> What to work on
Copy the data exactly, keeping every line intact.

> Records for the exercise

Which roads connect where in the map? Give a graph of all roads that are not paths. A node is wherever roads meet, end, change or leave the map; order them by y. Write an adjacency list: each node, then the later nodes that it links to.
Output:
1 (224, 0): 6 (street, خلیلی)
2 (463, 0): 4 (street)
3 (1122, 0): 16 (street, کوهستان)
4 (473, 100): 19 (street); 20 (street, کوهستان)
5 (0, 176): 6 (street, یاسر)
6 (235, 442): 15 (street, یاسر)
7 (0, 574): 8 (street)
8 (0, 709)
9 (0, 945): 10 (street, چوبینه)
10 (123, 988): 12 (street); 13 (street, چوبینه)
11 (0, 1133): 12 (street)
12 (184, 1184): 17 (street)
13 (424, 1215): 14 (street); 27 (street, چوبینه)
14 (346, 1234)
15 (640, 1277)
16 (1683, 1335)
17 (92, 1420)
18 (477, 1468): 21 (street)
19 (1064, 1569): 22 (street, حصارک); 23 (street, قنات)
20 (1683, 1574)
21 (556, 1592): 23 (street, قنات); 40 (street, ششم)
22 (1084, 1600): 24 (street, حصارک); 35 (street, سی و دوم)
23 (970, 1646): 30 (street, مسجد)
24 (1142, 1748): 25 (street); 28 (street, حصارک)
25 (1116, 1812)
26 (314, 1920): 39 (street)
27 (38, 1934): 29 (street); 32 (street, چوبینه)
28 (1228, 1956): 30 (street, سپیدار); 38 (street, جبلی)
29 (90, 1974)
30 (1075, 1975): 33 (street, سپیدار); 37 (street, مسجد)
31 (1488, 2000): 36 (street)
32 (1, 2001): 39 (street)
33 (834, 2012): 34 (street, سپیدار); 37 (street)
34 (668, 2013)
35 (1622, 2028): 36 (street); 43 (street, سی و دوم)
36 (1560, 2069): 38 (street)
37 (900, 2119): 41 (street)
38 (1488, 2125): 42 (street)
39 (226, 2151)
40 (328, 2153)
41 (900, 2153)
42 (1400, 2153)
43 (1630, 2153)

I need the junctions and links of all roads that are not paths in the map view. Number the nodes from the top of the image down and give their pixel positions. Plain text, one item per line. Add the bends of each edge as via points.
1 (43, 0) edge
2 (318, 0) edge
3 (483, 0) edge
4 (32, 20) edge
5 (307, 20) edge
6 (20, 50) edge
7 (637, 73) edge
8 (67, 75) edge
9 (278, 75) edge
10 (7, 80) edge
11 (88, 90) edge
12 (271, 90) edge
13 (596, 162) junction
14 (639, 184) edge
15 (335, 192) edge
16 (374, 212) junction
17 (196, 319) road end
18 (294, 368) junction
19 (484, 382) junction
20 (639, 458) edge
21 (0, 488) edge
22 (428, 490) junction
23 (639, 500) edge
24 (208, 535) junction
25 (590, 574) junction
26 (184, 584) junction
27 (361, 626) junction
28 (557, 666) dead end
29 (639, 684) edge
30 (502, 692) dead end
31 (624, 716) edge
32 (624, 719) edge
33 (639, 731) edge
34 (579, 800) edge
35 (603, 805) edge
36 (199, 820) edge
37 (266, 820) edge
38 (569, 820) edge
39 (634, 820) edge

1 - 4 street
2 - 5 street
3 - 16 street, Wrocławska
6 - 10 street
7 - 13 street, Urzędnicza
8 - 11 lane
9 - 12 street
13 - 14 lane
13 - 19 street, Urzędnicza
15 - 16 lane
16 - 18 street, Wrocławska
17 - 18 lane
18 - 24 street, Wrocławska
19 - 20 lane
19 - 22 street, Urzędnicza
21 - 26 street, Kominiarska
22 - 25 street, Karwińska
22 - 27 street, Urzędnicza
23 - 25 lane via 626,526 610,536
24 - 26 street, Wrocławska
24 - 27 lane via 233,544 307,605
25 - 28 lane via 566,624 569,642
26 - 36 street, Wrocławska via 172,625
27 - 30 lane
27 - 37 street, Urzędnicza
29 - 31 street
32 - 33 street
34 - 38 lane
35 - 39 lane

> Exercise response
Which roads connect where in the map? Give a graph of all roads that are not paths. A node is wherever roads meet, end, change or leave the map; order them by y. Write an adjacency list: each node, then the later nodes that it links to.
Output:
1 (224, 0): 6 (street, خلیلی)
2 (463, 0): 4 (street)
3 (1122, 0): 16 (street, کوهستان)
4 (473, 100): 19 (street); 20 (street, کوهستان)
5 (0, 176): 6 (street, یاسر)
6 (235, 442): 15 (street, یاسر)
7 (0, 574): 8 (street)
8 (0, 709)
9 (0, 945): 10 (street, چوبینه)
10 (123, 988): 12 (street); 13 (street, چوبینه)
11 (0, 1133): 12 (street)
12 (184, 1184): 17 (street)
13 (424, 1215): 14 (street); 27 (street, چوبینه)
14 (346, 1234)
15 (640, 1277)
16 (1683, 1335)
17 (92, 1420)
18 (477, 1468): 21 (street)
19 (1064, 1569): 22 (street, حصارک); 23 (street, قنات)
20 (1683, 1574)
21 (556, 1592): 23 (street, قنات); 40 (street, ششم)
22 (1084, 1600): 24 (street, حصارک); 35 (street, سی و دوم)
23 (970, 1646): 30 (street, مسجد)
24 (1142, 1748): 25 (street); 28 (street, حصارک)
25 (1116, 1812)
26 (314, 1920): 39 (street)
27 (38, 1934): 29 (street); 32 (street, چوبینه)
28 (1228, 1956): 30 (street, سپیدار); 38 (street, جبلی)
29 (90, 1974)
30 (1075, 1975): 33 (street, سپیدار); 37 (street, مسجد)
31 (1488, 2000): 36 (street)
32 (1, 2001): 39 (street)
33 (834, 2012): 34 (street, سپیدار); 37 (street)
34 (668, 2013)
35 (1622, 2028): 36 (street); 43 (street, سی و دوم)
36 (1560, 2069): 38 (street)
37 (900, 2119): 41 (street)
38 (1488, 2125): 42 (street)
39 (226, 2151)
40 (328, 2153)
41 (900, 2153)
42 (1400, 2153)
43 (1630, 2153)

I need the junctions and links of all roads that are not paths in the map view. Number the nodes from the top of the image down and give their pixel positions. Plain text, one item per line. Add the bends of each edge as via points.
1 (43, 0) edge
2 (318, 0) edge
3 (483, 0) edge
4 (32, 20) edge
5 (307, 20) edge
6 (20, 50) edge
7 (637, 73) edge
8 (67, 75) edge
9 (278, 75) edge
10 (7, 80) edge
11 (88, 90) edge
12 (271, 90) edge
13 (596, 162) junction
14 (639, 184) edge
15 (335, 192) edge
16 (374, 212) junction
17 (196, 319) road end
18 (294, 368) junction
19 (484, 382) junction
20 (639, 458) edge
21 (0, 488) edge
22 (428, 490) junction
23 (639, 500) edge
24 (208, 535) junction
25 (590, 574) junction
26 (184, 584) junction
27 (361, 626) junction
28 (557, 666) dead end
29 (639, 684) edge
30 (502, 692) dead end
31 (624, 716) edge
32 (624, 719) edge
33 (639, 731) edge
34 (579, 800) edge
35 (603, 805) edge
36 (199, 820) edge
37 (266, 820) edge
38 (569, 820) edge
39 (634, 820) edge

1 - 4 street
2 - 5 street
3 - 16 street, Wrocławska
6 - 10 street
7 - 13 street, Urzędnicza
8 - 11 lane
9 - 12 street
13 - 14 lane
13 - 19 street, Urzędnicza
15 - 16 lane
16 - 18 street, Wrocławska
17 - 18 lane
18 - 24 street, Wrocławska
19 - 20 lane
19 - 22 street, Urzędnicza
21 - 26 street, Kominiarska
22 - 25 street, Karwińska
22 - 27 street, Urzędnicza
23 - 25 lane via 626,526 610,536
24 - 26 street, Wrocławska
24 - 27 lane via 233,544 307,605
25 - 28 lane via 566,624 569,642
26 - 36 street, Wrocławska via 172,625
27 - 30 lane
27 - 37 street, Urzędnicza
29 - 31 street
32 - 33 street
34 - 38 lane
35 - 39 lane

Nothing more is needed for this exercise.